Muhammadu Buhari has become the first opposition candidate to win a presidential election in Nigeria, Africa’s most populous country, unseating President Goodluck Jonathan by 2.7 million votes. One of Nigeria’s military rulers, Buhari, 72, first came to power in a military coup in 1984. Many voters were drawn to his hard-handedness in a country marked by corruption and an Islamist insurgency by Boko Haram, both targets of much of Buhari’s aggressive rhetoric. “If he acts on his military approach to end the insurgency, Nigeria will plunge into violence and political instability. There is no military solution to Boko Haram. Buhari must address the socio-economic causes of the insurgency to advance democratic values and foster economic development,” Amir H. Idris, professor and chair of African and African American Studies, said.

Palestine Becomes Member of ICC

As of April 1, Palestine has become an official member of the International Criminal Court (ICC). In January, Palestinian Authority President Mahmoud Abbas acceded to the 1998 Rome Statute, which created the court, after the United States and Israel blocked a U.N. Security Council measure calling for an end to the Israeli occupation and the creation of a Palestinian state. Palestine has given the ICC jurisdiction over incidents beginning in June 2014, a month before Israel launched its 51-day assault on the Gaza Strip killing more than 2,200 Palestinians, including nearly 1,500 civilians, opening the door to prosecute Israeli war crimes. Fatou Bensouda, the ICC’s chief prosecutor, opened a preliminary examination in January. The Israeli military is conducting several already in an attempt to stymie external efforts to hold the military accountable for war crimes. “[Palestinian ICC membership] could mean prosecution not only of Israelis, but also Palestinians – including groups like Hamas. As the ICC’s preliminary examinations typically last months or years, it may be a whole year before we see how the ICC will proceed,” Karen Corrie, adjunct professor of political science and former trial lawyer for the Office of the Prosecutor at the ICC, said.

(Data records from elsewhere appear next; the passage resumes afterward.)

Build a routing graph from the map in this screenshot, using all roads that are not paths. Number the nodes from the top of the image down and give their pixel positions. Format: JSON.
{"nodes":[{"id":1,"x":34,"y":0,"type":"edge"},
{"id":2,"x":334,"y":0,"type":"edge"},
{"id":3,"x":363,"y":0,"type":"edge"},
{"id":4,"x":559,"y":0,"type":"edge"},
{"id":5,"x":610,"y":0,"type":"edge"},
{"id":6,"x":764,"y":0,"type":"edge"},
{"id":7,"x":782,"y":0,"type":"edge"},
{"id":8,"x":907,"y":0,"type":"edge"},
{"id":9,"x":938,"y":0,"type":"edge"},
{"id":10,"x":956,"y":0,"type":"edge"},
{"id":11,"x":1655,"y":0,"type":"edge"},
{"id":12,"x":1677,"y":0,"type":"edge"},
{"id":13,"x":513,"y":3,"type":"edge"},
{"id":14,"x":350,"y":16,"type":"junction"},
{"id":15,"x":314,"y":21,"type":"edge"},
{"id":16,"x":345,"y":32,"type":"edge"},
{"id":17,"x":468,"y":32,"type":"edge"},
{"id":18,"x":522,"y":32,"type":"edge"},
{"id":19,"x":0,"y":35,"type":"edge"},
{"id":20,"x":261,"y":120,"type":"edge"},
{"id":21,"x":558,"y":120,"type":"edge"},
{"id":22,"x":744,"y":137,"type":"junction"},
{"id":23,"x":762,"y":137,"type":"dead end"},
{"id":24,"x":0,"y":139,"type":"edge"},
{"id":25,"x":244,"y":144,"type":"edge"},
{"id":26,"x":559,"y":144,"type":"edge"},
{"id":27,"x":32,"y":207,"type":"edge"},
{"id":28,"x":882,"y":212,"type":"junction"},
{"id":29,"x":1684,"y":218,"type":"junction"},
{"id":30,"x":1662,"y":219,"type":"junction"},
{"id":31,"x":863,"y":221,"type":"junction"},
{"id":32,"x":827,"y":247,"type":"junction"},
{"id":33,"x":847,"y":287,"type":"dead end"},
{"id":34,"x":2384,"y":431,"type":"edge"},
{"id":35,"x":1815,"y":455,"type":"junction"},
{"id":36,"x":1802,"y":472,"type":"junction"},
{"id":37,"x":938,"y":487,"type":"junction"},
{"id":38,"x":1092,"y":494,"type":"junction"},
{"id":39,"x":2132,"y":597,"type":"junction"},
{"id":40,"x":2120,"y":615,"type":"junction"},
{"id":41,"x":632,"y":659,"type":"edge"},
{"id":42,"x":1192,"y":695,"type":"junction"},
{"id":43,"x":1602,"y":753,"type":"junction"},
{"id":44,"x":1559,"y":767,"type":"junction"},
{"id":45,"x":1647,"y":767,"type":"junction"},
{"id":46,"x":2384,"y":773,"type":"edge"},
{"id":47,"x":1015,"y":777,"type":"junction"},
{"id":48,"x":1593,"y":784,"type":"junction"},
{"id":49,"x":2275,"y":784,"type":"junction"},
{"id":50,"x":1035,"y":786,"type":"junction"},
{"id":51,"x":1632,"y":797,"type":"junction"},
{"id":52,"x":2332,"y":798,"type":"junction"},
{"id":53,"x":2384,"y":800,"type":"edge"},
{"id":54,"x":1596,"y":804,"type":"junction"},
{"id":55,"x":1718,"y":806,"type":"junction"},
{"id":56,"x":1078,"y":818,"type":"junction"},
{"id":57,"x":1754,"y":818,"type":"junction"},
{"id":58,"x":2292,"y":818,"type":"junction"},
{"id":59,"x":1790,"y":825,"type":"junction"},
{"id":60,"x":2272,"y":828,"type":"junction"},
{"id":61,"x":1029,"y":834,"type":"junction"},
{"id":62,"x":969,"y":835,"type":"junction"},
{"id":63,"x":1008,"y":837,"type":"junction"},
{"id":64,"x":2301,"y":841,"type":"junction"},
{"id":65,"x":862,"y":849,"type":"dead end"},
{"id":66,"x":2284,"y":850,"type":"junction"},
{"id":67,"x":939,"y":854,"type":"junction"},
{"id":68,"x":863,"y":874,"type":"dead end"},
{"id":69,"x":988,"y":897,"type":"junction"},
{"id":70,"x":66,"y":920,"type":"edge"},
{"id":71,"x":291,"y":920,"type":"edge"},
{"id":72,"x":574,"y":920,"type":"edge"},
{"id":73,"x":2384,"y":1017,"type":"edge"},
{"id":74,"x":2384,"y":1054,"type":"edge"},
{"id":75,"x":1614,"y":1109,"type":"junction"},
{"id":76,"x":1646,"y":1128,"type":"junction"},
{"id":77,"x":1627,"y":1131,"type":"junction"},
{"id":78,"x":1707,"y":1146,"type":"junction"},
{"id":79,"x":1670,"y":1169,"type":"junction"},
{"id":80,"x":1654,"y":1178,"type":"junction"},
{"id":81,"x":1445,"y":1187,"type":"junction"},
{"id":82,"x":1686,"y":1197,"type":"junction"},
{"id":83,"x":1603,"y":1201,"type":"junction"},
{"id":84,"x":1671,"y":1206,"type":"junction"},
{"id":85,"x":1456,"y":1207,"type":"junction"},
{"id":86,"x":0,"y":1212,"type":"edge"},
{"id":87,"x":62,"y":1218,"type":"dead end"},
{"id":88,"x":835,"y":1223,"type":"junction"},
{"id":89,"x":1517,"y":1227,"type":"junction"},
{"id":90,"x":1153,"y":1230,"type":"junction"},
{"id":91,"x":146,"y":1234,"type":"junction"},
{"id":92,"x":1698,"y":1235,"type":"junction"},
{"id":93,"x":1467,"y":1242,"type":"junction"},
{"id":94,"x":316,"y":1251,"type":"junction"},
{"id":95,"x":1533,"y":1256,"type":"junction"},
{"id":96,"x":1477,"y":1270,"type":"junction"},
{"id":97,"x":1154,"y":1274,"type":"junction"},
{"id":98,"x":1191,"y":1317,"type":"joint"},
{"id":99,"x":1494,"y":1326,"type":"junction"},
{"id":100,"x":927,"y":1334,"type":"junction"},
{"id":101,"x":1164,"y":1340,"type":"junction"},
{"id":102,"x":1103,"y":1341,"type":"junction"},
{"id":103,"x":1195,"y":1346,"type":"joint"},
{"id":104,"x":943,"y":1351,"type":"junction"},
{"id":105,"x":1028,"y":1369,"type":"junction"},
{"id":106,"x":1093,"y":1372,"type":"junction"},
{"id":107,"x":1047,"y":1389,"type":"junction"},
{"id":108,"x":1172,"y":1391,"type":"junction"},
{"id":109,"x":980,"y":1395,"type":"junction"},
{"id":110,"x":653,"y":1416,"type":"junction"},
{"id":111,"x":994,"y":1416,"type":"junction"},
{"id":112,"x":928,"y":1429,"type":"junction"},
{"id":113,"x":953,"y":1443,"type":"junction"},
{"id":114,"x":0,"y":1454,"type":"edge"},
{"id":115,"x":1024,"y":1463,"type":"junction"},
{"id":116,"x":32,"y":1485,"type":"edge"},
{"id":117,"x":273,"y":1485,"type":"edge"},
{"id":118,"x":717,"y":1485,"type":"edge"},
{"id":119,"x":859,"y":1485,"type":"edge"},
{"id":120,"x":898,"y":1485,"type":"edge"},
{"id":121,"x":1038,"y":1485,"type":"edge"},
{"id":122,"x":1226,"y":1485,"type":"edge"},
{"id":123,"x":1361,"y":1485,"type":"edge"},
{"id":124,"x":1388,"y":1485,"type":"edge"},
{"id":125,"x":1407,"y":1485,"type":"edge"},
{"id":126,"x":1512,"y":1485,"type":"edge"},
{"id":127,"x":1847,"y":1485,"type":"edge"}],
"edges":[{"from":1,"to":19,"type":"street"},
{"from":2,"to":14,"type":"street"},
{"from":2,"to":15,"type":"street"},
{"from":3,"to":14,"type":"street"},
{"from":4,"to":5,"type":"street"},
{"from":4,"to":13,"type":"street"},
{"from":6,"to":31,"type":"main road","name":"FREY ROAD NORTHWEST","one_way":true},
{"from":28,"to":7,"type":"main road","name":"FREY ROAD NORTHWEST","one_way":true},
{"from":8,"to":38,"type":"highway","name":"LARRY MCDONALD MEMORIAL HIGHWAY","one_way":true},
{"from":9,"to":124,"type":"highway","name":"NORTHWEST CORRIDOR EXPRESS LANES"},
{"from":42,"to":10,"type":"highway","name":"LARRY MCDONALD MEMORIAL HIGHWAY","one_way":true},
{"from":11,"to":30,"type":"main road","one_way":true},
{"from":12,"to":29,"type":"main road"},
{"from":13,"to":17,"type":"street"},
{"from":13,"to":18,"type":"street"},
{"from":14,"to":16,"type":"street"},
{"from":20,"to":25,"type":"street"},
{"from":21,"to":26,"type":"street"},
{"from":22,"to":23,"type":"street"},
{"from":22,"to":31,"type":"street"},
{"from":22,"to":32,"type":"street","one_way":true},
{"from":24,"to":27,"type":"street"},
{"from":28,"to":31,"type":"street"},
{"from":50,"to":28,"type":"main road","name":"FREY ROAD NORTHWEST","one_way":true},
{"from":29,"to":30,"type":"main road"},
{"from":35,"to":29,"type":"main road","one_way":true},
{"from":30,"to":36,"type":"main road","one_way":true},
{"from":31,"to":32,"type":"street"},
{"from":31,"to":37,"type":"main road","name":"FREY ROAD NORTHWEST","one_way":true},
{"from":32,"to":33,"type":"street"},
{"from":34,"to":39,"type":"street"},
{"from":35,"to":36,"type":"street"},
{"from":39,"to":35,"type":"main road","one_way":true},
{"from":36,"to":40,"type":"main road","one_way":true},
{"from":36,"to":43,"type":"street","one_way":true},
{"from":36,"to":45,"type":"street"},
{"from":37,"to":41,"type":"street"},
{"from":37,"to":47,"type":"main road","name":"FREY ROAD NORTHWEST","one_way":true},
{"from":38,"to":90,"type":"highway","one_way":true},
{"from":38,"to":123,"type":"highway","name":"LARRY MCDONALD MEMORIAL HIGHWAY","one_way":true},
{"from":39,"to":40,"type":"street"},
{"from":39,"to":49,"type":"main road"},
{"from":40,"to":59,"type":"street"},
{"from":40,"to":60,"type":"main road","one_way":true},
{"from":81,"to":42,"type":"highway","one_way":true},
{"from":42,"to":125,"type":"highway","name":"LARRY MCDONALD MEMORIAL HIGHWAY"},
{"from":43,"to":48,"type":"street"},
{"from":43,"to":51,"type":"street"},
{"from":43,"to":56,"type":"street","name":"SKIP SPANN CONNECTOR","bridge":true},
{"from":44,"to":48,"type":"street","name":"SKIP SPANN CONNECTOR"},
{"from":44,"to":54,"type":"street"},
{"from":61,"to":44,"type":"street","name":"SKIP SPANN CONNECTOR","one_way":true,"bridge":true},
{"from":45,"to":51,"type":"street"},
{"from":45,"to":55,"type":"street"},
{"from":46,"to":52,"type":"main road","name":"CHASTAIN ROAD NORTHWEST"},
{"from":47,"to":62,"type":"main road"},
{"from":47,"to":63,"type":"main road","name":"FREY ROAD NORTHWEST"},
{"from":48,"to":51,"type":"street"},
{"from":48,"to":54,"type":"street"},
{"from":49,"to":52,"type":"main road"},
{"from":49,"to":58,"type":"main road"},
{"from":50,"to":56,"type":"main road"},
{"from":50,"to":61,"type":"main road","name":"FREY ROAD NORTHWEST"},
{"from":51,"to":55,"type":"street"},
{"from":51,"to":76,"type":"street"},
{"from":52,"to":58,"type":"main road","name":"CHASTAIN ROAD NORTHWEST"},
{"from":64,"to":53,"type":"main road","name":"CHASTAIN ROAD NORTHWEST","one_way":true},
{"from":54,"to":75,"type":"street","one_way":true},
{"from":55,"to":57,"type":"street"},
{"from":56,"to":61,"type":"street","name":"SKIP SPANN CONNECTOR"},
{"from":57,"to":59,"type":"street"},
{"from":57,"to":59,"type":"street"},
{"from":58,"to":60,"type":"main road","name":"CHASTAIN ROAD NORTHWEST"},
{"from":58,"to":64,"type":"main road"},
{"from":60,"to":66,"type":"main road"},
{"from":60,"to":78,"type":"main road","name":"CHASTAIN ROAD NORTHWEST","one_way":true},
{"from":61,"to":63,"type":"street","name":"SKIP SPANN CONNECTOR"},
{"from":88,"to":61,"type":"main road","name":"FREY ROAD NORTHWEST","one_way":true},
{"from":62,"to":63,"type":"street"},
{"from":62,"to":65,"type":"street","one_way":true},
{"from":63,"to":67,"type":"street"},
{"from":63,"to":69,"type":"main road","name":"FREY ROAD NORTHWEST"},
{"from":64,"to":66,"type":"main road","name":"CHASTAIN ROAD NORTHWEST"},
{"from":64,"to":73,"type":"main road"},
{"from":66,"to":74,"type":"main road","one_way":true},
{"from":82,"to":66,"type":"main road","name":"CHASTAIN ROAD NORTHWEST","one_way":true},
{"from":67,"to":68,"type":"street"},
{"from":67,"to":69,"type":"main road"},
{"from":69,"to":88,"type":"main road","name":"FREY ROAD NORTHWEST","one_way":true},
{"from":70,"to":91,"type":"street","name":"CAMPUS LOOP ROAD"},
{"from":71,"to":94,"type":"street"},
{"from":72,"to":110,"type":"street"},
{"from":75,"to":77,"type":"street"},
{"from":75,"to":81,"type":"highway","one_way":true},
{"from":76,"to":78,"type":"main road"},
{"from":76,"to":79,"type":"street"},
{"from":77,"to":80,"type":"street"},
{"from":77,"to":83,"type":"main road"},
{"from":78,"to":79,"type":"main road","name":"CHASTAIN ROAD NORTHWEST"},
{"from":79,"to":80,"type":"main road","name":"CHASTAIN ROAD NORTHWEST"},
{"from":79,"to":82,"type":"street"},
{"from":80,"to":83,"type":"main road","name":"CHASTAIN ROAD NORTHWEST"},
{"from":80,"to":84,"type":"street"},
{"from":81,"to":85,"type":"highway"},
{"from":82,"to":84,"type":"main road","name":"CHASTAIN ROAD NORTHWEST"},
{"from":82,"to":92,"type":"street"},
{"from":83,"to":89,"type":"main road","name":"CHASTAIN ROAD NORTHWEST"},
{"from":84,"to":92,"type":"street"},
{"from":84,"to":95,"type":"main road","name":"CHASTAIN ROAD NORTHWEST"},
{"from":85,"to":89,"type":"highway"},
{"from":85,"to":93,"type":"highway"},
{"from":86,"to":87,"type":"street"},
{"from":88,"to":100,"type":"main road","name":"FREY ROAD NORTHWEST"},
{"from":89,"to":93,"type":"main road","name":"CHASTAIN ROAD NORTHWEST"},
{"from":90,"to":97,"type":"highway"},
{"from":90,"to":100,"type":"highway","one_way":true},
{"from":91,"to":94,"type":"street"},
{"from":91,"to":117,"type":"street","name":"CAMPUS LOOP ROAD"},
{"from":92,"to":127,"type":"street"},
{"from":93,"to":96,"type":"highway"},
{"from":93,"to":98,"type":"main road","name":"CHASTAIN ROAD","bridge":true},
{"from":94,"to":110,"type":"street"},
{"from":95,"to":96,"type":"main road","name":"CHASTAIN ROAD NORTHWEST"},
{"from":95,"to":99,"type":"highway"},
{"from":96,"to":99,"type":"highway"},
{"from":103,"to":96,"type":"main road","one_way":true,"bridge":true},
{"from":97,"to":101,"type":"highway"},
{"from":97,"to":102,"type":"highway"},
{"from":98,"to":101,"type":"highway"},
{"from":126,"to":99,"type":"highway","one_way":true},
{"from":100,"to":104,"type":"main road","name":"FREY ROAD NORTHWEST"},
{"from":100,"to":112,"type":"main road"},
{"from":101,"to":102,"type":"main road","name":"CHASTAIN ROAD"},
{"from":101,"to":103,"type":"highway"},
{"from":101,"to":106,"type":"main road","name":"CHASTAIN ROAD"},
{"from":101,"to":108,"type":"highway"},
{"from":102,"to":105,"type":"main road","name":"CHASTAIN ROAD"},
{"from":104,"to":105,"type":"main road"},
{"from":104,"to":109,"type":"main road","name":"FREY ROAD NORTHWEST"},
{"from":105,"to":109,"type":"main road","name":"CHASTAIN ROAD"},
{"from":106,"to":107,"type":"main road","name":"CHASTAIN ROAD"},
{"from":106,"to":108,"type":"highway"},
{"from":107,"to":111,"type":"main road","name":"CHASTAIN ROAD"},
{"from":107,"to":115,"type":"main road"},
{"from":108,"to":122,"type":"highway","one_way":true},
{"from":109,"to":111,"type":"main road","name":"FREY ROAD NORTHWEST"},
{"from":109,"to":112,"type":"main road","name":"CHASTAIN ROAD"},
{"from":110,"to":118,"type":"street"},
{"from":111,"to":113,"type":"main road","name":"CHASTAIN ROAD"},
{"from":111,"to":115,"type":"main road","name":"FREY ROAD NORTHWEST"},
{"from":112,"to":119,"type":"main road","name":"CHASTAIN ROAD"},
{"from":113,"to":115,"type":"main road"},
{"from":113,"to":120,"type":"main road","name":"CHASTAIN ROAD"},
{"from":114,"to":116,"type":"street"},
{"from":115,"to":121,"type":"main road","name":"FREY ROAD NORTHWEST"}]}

Obama Imposes Sanctions on Venezuelan Leaders

In March, the White House imposed sanctions on seven Venezuelan senior officials, citing human rights violations and corruption. As a legal requirement to justify the sanctions, President Obama declared Venezuela “unusual and extraordinary threat to the national security,” but has since rescinded this classification. 33 Latin American and Caribbean countries issued support for President Nicolás Maduro and rejected the US sanctions, claiming they are a threat to Venezuelan sovereignty and aren’t actually about human rights given U.S. support of repressive regimes across the world and its long-time attempt to overthrow the democratically elected government in Venezuela. “Regardless of what one can think of the wisdom of Maduro’s policies, it is hard to see how Venezuela — a country in the middle of a deep economic crisis, high inflation and high crime rates — can represent such a threat to the most powerful country in the world,” Hector Lindo-Fuentes, professor and associate chair of history, said.